**WORK REQUIRED:** Among the entries below, how many lines have the string "paths" in them? Only the number should be given.

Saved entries

- - - - -

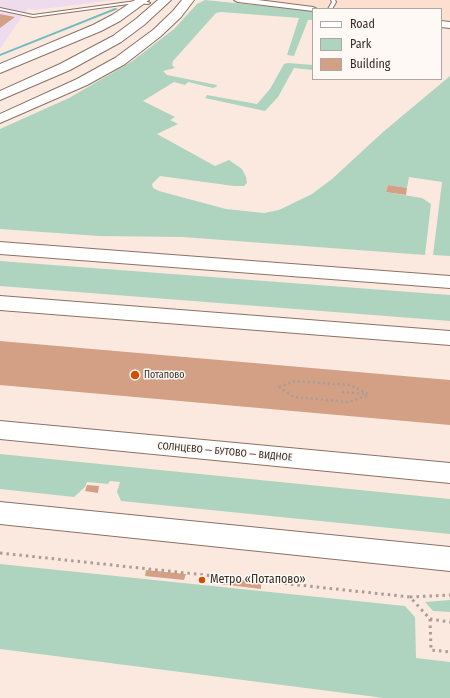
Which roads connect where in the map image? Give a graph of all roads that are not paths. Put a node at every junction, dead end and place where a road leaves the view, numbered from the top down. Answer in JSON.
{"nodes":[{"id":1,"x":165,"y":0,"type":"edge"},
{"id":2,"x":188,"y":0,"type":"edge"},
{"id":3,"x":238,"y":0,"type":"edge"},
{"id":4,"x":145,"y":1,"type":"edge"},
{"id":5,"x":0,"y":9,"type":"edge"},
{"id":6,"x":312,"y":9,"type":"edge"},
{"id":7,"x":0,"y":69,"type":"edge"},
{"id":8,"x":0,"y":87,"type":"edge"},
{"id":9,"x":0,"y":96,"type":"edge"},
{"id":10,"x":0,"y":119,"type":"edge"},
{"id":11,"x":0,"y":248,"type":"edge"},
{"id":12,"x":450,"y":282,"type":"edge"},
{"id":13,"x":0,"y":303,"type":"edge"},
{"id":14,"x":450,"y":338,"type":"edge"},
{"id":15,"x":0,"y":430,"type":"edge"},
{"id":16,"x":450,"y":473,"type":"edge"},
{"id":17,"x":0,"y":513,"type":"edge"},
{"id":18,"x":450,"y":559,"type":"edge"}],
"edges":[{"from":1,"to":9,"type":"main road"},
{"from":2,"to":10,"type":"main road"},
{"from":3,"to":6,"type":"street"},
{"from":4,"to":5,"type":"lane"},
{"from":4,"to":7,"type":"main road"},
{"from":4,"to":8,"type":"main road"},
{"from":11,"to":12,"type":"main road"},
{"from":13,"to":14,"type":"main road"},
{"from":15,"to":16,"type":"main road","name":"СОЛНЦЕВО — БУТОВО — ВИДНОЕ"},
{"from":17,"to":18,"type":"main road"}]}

- - - - -

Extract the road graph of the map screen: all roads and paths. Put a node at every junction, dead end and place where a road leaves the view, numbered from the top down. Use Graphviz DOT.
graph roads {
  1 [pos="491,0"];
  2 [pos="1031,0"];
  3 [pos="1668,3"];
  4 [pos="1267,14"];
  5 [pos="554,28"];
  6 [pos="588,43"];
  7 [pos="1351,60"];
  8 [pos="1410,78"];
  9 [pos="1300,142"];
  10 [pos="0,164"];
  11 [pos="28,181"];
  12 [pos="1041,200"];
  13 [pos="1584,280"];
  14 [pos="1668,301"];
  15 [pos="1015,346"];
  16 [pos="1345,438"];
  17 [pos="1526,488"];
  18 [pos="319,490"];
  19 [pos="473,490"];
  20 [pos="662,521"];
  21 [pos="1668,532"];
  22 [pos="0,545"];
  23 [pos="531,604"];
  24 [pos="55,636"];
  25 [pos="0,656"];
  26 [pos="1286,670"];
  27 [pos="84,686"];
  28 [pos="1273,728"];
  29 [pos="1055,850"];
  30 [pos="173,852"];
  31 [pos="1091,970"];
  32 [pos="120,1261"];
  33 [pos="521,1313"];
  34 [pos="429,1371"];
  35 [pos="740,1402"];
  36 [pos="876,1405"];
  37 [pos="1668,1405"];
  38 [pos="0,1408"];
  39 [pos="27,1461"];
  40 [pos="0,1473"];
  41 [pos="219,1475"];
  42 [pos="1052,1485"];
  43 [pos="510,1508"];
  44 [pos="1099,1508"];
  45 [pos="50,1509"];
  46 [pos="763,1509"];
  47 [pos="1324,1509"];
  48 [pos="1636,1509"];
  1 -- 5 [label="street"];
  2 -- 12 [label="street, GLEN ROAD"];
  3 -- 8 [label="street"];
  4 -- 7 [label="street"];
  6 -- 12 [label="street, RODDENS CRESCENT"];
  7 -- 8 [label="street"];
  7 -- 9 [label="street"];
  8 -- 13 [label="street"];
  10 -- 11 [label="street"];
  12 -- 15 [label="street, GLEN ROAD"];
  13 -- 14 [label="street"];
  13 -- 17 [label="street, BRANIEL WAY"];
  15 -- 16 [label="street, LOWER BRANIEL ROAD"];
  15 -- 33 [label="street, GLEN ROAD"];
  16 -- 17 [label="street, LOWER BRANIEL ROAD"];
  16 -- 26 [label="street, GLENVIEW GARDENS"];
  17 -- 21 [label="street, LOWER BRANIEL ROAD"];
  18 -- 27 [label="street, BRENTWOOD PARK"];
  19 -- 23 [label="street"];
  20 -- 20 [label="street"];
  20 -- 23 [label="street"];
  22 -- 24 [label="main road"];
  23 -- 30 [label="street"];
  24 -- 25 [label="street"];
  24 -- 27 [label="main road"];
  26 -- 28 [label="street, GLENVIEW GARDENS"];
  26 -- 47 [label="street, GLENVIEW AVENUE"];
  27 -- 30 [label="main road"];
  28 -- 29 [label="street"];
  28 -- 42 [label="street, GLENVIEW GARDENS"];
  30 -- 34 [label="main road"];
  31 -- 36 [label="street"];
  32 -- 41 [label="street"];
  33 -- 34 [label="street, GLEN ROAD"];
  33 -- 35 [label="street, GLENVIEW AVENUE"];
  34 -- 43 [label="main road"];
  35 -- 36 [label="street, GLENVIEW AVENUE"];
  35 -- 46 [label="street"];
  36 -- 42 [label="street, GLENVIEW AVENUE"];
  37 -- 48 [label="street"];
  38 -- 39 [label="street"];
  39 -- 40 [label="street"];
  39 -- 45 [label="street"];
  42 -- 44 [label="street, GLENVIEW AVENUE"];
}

- - - - -

**OUTPUT OF THE TASK:** 2